With all the tragic fighting this summer in Gaza, Iraq, the Ukraine, and elsewhere, my literature-obsessed mind began to think about novels referencing wars, lead-ups to wars, and aftermaths of wars.
That mindset also had something to do with reading For Whom the Bell Tolls last week. Ernest Hemingway’s intense novel takes place during the Spanish Civil War, which pitted those loyal to Spain’s democratically elected government against Francisco Franco’s ultimately victorious fascists. (A war my wife’s late father, Robert Cummins, experienced as a member of the Abraham Lincoln Brigade.)
Hemingway — who covered the Spanish Civil War as a reporter and was wounded during the earlier World War I — uses For Whom the Bell Tolls to expertly touch on almost everything that makes many war novels riveting: death, injury, fear, courage, exhaustion, coping strategies, smart decisions, dumb decisions, poignant romances that blossom almost instantly, the psychological devastation of some survivors, and more. War novels are almost inherently dramatic, because the characters know they might lose their lives at any moment.
That’s certainly the case with Erich Maria Remarque’s heartbreaking A Time to Love and a Time to Die, in which Elizabeth and soldier Ernst meet during Ernst’s brief furlough and desperately try to condense a lifetime’s worth of a relationship into way too short a time.
Remarque also wrote several other remarkable novels with pre-war, war, and post-war themes — including Arch of Triumph, The Night in Lisbon, and of course All Quiet on the Western Front. Like Hemingway, Remarque had a visceral sense of war from his own experiences — as a soldier hurt during World War I and as an exile from his native Germany after being vilified by a Nazi regime that later brutally beheaded his sister Elfriede in displaced revenge against Remarque.
The Remarque canon also includes Spark of Life, a superb and sorrowful novel set in a World War II concentration camp — where much of William Styron’s beyond-sad Sophie’s Choice takes place as well.
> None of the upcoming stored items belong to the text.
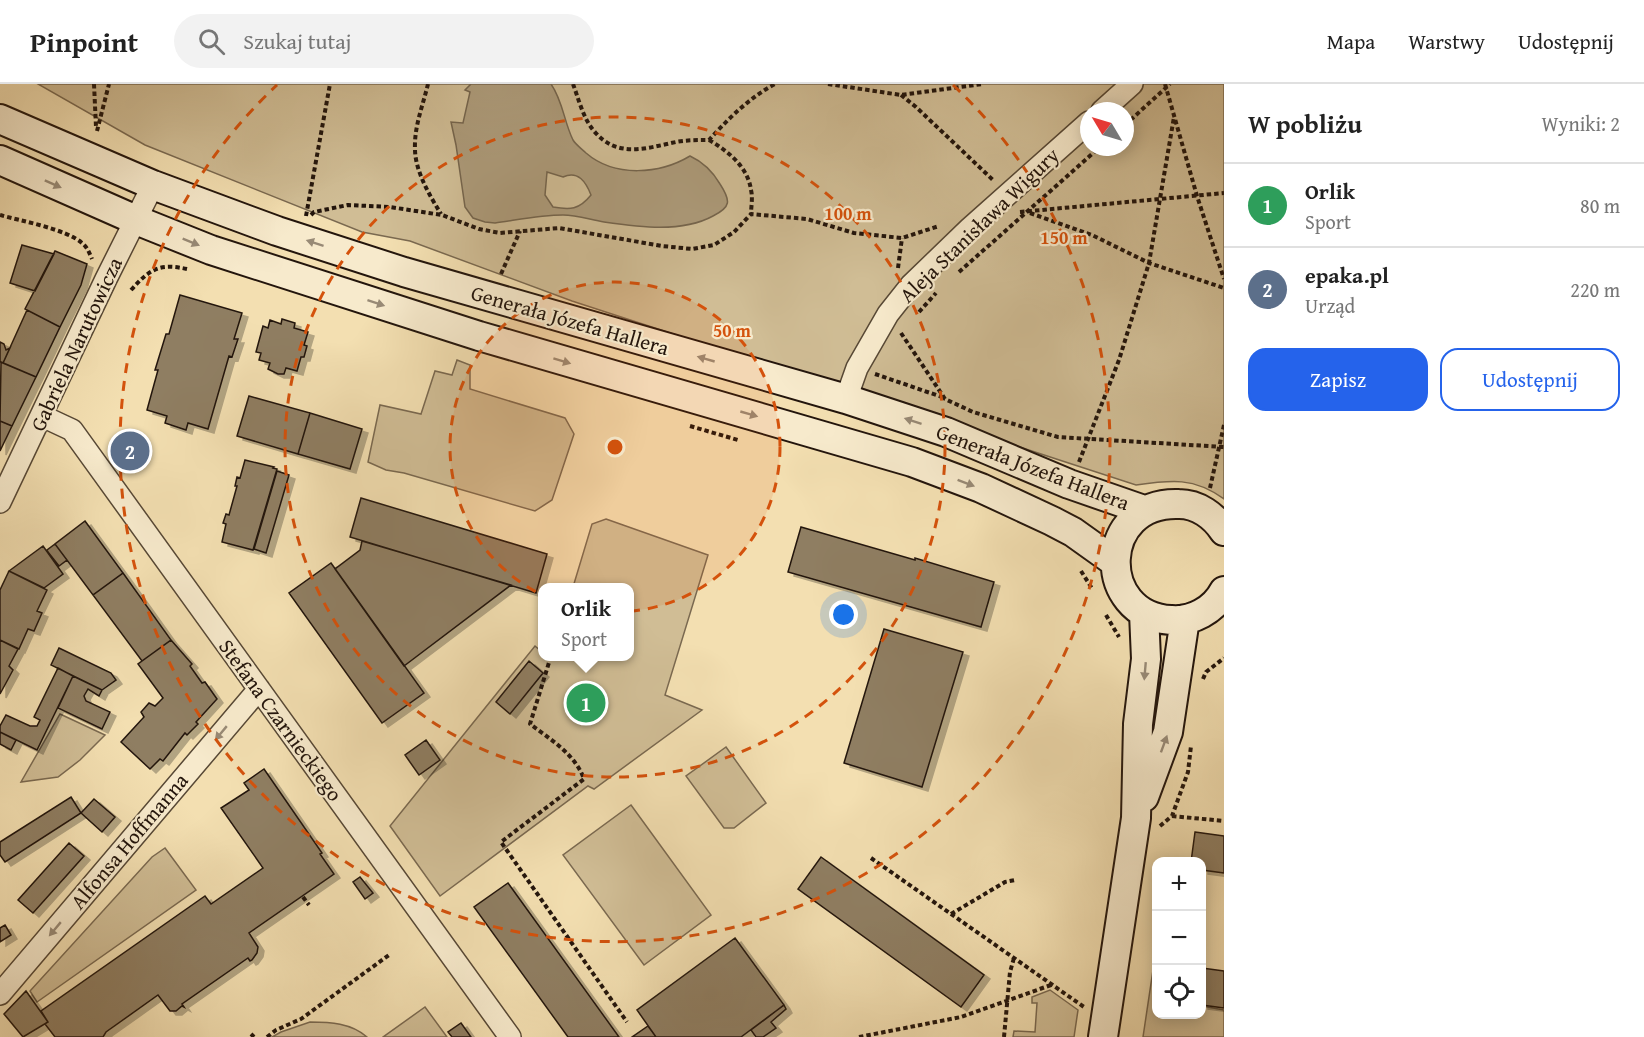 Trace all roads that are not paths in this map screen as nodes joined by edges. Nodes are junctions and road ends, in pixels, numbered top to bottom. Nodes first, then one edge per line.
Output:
1 (1132, 84) edge
2 (1112, 102) edge
3 (7, 120) edge
4 (1080, 129) edge
5 (0, 160) edge
6 (153, 185) junction
7 (136, 220) junction
8 (846, 399) junction
9 (42, 416) junction
10 (0, 502) edge
11 (1144, 510) junction
12 (1224, 531) edge
13 (1115, 562) junction
14 (1223, 596) edge
15 (1144, 613) junction
16 (1185, 620) junction
17 (259, 689) junction
18 (1136, 818) junction
19 (0, 994) edge
20 (510, 1037) edge
21 (1104, 1037) edge

1 - 2 street
3 - 6 main road, Generała Józefa Hallera
4 - 8 street, Aleja Stanisława Wigury
5 -> 7 main road, Generała Józefa Hallera
6 - 7 street, Gabriela Narutowicza
8 -> 6 main road, Generała Józefa Hallera
7 - 9 street, Gabriela Narutowicza
7 -> 13 main road, Generała Józefa Hallera
11 -> 8 main road, Generała Józefa Hallera
9 - 10 street, Gabriela Narutowicza
9 - 17 street, Stefana Czarnieckiego
11 - 12 main road
11 - 13 main road
13 - 15 main road
14 - 16 main road
15 - 16 main road
15 -> 18 main road
18 -> 16 main road
17 -> 19 street, Alfonsa Hoffmanna
17 - 20 street, Stefana Czarnieckiego
18 - 21 main road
Another author deeply affected by war was Kurt Vonnegut, whose darkly humorous Slaughterhouse-Five was inspired by the author’s traumatic time as a WWII prisoner. There’s also the satirical masterpiece Catch-22 by WWII bombardier Joseph Heller.
While it certainly helps to have firsthand military knowledge before writing a war novel, some authors manage to create excellent works without that direct experience. They include Stephen Crane, whose The Red Badge of Courage is set in America’s Civil War; and Dalton Trumbo, who depicts the physical devastation of Joe Bonham in his powerful antiwar novel Johnny Got His Gun. Library research, visiting battlefields after the fact, and interviewing veterans are among the devices that help such authors.
Not surprisingly, fewer women than men write war novels — which reflects, among other things, usually having less combat experience than males (though that’s of course changing these days as more women enter the military). Still, some female authors have written about war and its toll as well or better than men. They include Willa Cather, whose Pulitzer Prize-winning One of Ours takes place during World War I; and Virginia Woolf, whose Mrs. Dalloway searingly conveys post-war stress via the shell-shocked Septimus Smith character.
Speaking of WWI, Larry Darrell in W. Somerset Maugham’s absorbing The Razor’s Edge becomes a spirituality seeker after a terrible experience during that century-ago carnage.
Many novels feature fictional wars, but the emotions of the characters who fight are much the same as those felt by participants in real wars. Among those books are J.K. Rowling’s Harry Potter and the Deathly Hallows (with its dramatic battle at Hogwarts), H.G. Wells’ The War of the Worlds, and J.R.R. Tolkien’s The Lord of the Rings. Tolkien’s depiction of warfare in his iconic trilogy was at least partly inspired by World War I experiences that included the almost complete wipe-out of his battalion while the future author was on sick leave.
More examples of real-life conflicts depicted in memorable novels: The Siege of Orleans and other bloody skirmishes in Mark Twain’s Personal Recollections of Joan of Arc, The Battle of Bothwell Bridge in Sir Walter Scott’s Old Mortality, The Revolutionary War in Robertson Davies’ Murther & Walking Spirits, the Haitian Revolution in Madison Smartt Bell’s All Souls’ Rising, and South Africa’s anti-apartheid fight in Nadine Gordimer’s My Son’s Story. I haven’t read any Vietnam War novels (yet).
What are your favorite novels, or other literary works, with war themes?